How to complete this task: Copy each line of the entries beneath that contains the word "dead".

Stored items from a collection

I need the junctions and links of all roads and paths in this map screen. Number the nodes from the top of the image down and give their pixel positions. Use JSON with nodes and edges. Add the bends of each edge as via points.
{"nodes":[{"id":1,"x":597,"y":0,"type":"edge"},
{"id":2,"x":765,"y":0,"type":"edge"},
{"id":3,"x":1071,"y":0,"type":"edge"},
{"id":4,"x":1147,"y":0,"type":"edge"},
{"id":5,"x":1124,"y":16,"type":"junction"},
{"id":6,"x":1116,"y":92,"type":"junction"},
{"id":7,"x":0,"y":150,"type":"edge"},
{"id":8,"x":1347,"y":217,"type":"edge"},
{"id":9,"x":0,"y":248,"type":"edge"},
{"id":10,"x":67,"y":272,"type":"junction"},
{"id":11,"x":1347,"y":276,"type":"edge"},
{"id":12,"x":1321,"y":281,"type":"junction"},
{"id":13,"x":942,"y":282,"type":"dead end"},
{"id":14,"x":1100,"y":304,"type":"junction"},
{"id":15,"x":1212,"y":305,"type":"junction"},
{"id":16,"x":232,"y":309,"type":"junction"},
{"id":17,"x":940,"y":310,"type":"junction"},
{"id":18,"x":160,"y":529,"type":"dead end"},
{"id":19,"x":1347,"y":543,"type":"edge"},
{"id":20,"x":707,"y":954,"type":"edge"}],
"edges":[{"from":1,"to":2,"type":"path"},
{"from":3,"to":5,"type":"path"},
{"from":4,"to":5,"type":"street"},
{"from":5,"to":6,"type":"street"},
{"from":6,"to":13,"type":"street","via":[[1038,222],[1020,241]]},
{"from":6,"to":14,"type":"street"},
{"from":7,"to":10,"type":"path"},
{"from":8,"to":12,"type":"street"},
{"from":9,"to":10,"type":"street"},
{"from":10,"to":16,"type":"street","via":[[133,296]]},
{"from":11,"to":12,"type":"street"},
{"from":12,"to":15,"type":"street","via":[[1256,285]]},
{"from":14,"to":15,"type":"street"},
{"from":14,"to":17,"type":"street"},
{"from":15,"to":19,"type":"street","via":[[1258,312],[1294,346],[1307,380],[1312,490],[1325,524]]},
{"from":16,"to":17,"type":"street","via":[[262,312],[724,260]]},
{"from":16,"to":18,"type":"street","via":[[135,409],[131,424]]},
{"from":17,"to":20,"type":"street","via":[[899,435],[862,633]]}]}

Answer box:
{"id":13,"x":942,"y":282,"type":"dead end"},
{"id":18,"x":160,"y":529,"type":"dead end"},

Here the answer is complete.